I would like to introduce the three-level maturity model for industrial application marketplaces. The maturity level represents the value created for producers and consumers. The higher the level, the higher the total created value:
Level 1 | App Catalog: At this level, the marketplace provides a searchable application catalog, where products are linked to the specific vendor pages. The marketplace does not provide direct distribution of digital goods. This level requires a low investment by the marketplace operator. This approach delivers centralized discoverability with a low value for participants.
Level 2 | Closed App Marketplace: The marketplace directly extends the functions of a specific product family. App developers can offer their apps on the platform. Consumers can purchase and distribute applications through the marketplace directly to their devices. This level requires basic functionality ranging from application discoverability, provisioning, and up to a digital end-to-end ordering process. For some businesses this level generates enough new business value.
Level 3 | Open App Marketplace: Marketplaces at level three are open ecosystems. At this level, the marketplace needs to be independent of the device manufacturer, OS, programming languages, or libraries used for applications. Consumers must be able to deploy applications directly over-the-air onto their devices. All participants should be able to use open web services for end-to-end integrations with third-party systems. By meeting the requirements as discussed later in this story, marketplaces at this level can create the most value for both producers and consumers.
Requirements for the Industrial App Store
In this section, I am going to provide a checklist of requirements for the implementation of an open application marketplace at maturity level three.
- Device Certification
- Application Certification
- Edge Device Diversity
- 1-Click Deployment
- Application Configuration
- Deployment and Application
- Business Model Flexibility
- Seller’s Insights
- Multi-Country Support
This checklist is not complete and can be easily extended with more topics for consideration: single location with an integrated and consistent experience, high discoverability, on-demand service etc.
Challenges to overcome when implementing an Industrial Application Store
It is important to understand the major challenges of implementation and adaption of the store initiative, in order to develop efficient strategies to cope with them proactively.
Summary and Outlook
IT service providers, OEMs, PLC manufacturers and machine builders are working towards the open app ecosystem with over-the-air software updates for Docker-based applications.
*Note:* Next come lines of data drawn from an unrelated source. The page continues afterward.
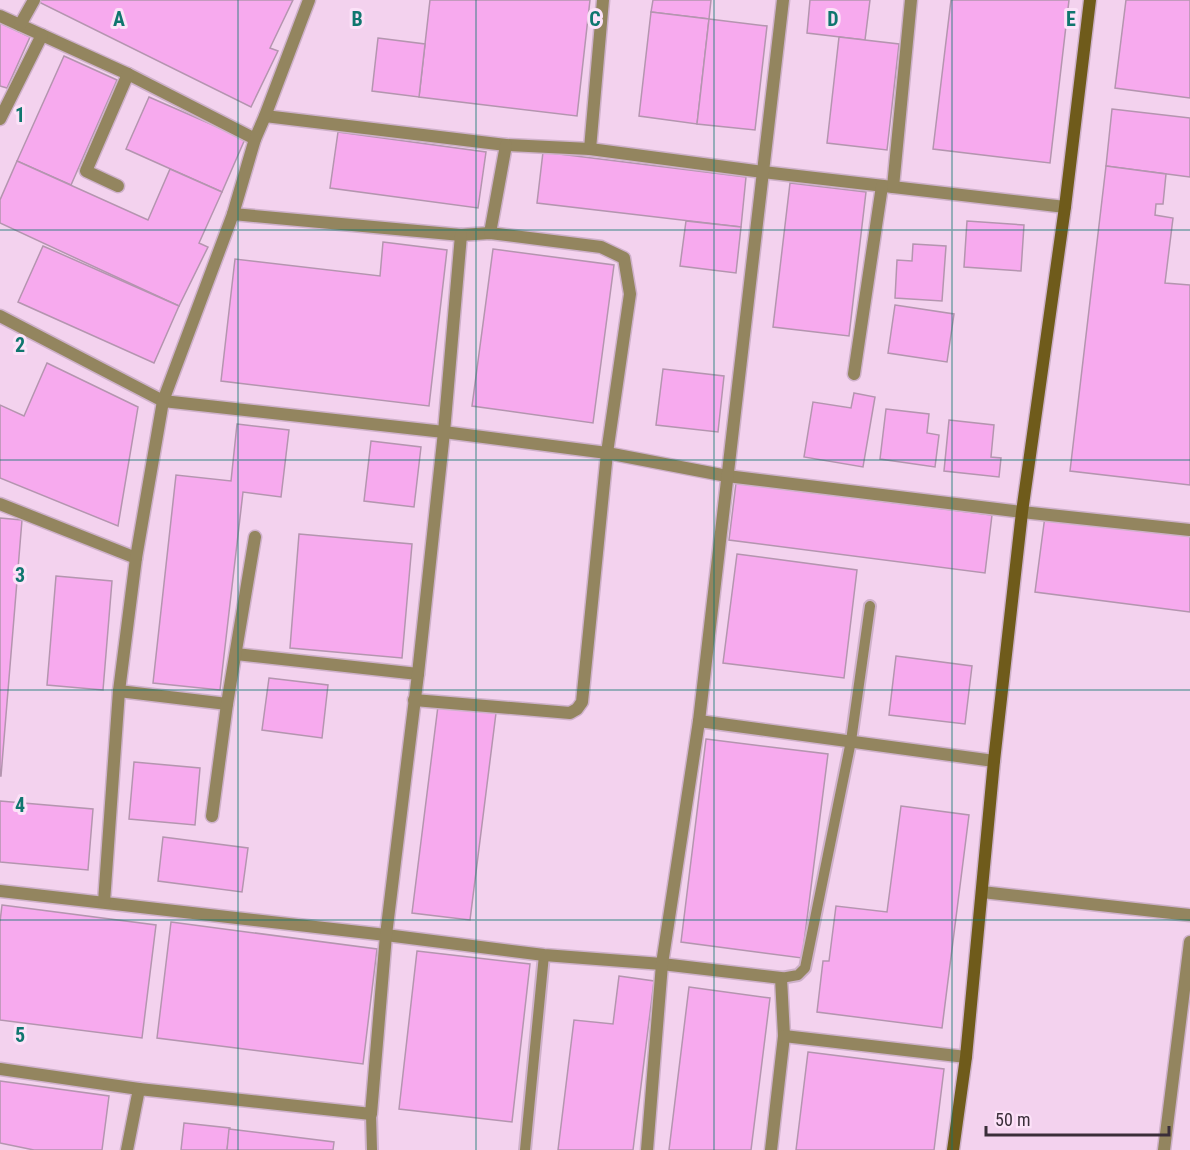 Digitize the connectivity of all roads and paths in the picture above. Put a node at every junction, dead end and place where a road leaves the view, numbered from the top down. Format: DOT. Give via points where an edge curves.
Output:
graph roads {
  1 [pos="34,0"];
  2 [pos="309,0"];
  3 [pos="603,0"];
  4 [pos="783,0"];
  5 [pos="911,0"];
  6 [pos="1089,0"];
  7 [pos="0,16"];
  8 [pos="20,25"];
  9 [pos="42,35"];
  10 [pos="128,74"];
  11 [pos="265,116"];
  12 [pos="0,119"];
  13 [pos="255,139"];
  14 [pos="506,145"];
  15 [pos="590,149"];
  16 [pos="763,172"];
  17 [pos="118,186"];
  18 [pos="888,187"];
  19 [pos="1065,207"];
  20 [pos="233,214"];
  21 [pos="490,233"];
  22 [pos="461,235"];
  23 [pos="0,315"];
  24 [pos="854,374"];
  25 [pos="163,401"];
  26 [pos="444,432"];
  27 [pos="607,453"];
  28 [pos="727,476"];
  29 [pos="0,504"];
  30 [pos="1022,512"];
  31 [pos="1190,530"];
  32 [pos="255,537"];
  33 [pos="136,558"];
  34 [pos="870,606"];
  35 [pos="236,654"];
  36 [pos="418,674"];
  37 [pos="119,692"];
  38 [pos="414,700"];
  39 [pos="228,704"];
  40 [pos="699,721"];
  41 [pos="850,741"];
  42 [pos="994,761"];
  43 [pos="212,816"];
  44 [pos="0,891"];
  45 [pos="982,892"];
  46 [pos="104,902"];
  47 [pos="1190,915"];
  48 [pos="386,935"];
  49 [pos="1190,942"];
  50 [pos="544,955"];
  51 [pos="662,964"];
  52 [pos="781,978"];
  53 [pos="784,1036"];
  54 [pos="966,1058"];
  55 [pos="0,1068"];
  56 [pos="139,1089"];
  57 [pos="371,1114"];
  58 [pos="127,1150"];
  59 [pos="372,1150"];
  60 [pos="525,1150"];
  61 [pos="647,1150"];
  62 [pos="771,1150"];
  63 [pos="953,1150"];
  64 [pos="1164,1150"];
  1 -- 8 [label="street"];
  2 -- 11 [label="street"];
  3 -- 15 [label="street"];
  4 -- 16 [label="street"];
  5 -- 18 [label="street"];
  6 -- 19 [label="street"];
  7 -- 8 [label="street"];
  8 -- 9 [label="street"];
  9 -- 10 [label="street"];
  9 -- 12 [label="street"];
  10 -- 13 [label="street"];
  10 -- 17 [label="street" via="86,171"];
  11 -- 13 [label="street"];
  11 -- 14 [label="street"];
  13 -- 20 [label="street"];
  14 -- 15 [label="street"];
  14 -- 21 [label="street"];
  15 -- 16 [label="street"];
  16 -- 18 [label="street"];
  16 -- 28 [label="street"];
  18 -- 19 [label="street"];
  18 -- 24 [label="street"];
  19 -- 30 [label="street"];
  20 -- 22 [label="street"];
  20 -- 25 [label="street"];
  21 -- 22 [label="street"];
  21 -- 27 [label="street" via="602,247 624,258 630,294"];
  22 -- 26 [label="street"];
  23 -- 25 [label="street"];
  25 -- 26 [label="street"];
  25 -- 33 [label="street"];
  26 -- 27 [label="street"];
  26 -- 36 [label="street"];
  27 -- 28 [label="street"];
  27 -- 38 [label="street" via="582,702 577,709 570,713"];
  28 -- 30 [label="street"];
  28 -- 40 [label="street"];
  29 -- 33 [label="street"];
  30 -- 31 [label="street"];
  30 -- 42 [label="street"];
  32 -- 35 [label="street"];
  33 -- 37 [label="street"];
  34 -- 41 [label="lane"];
  35 -- 36 [label="street"];
  35 -- 39 [label="street"];
  36 -- 38 [label="street"];
  37 -- 39 [label="street"];
  37 -- 46 [label="street"];
  38 -- 48 [label="street"];
  39 -- 43 [label="street"];
  40 -- 41 [label="street"];
  40 -- 51 [label="street"];
  41 -- 42 [label="street"];
  41 -- 52 [label="lane" via="805,968 798,975"];
  42 -- 45 [label="street"];
  44 -- 46 [label="street"];
  45 -- 47 [label="street"];
  45 -- 54 [label="street"];
  46 -- 48 [label="street"];
  48 -- 50 [label="street"];
  48 -- 57 [label="street"];
  49 -- 64 [label="street"];
  50 -- 51 [label="street"];
  50 -- 60 [label="lane"];
  51 -- 52 [label="street"];
  51 -- 61 [label="street"];
  52 -- 53 [label="street"];
  53 -- 54 [label="street"];
  53 -- 62 [label="street"];
  54 -- 63 [label="street"];
  55 -- 56 [label="street"];
  56 -- 57 [label="street"];
  56 -- 58 [label="street"];
  57 -- 59 [label="lane"];
}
Despite the big potential, the app store business model is not yet widely adopted. The number of offered applications, downloads, users, and diversity of supported hardware providers is still low. In order to create the most value, an open marketplace solution at the maturity level three is required, which implies big investments to meet basic requirements and solve current challenges.
The question is how open will these ecosystems be for device manufacturers, IoT platform operators, application types, and other market participants? There is a clear need for the global standardization of over the air updates, licensing, usage metering, and authentication interfaces in order to avoid marketplace silos.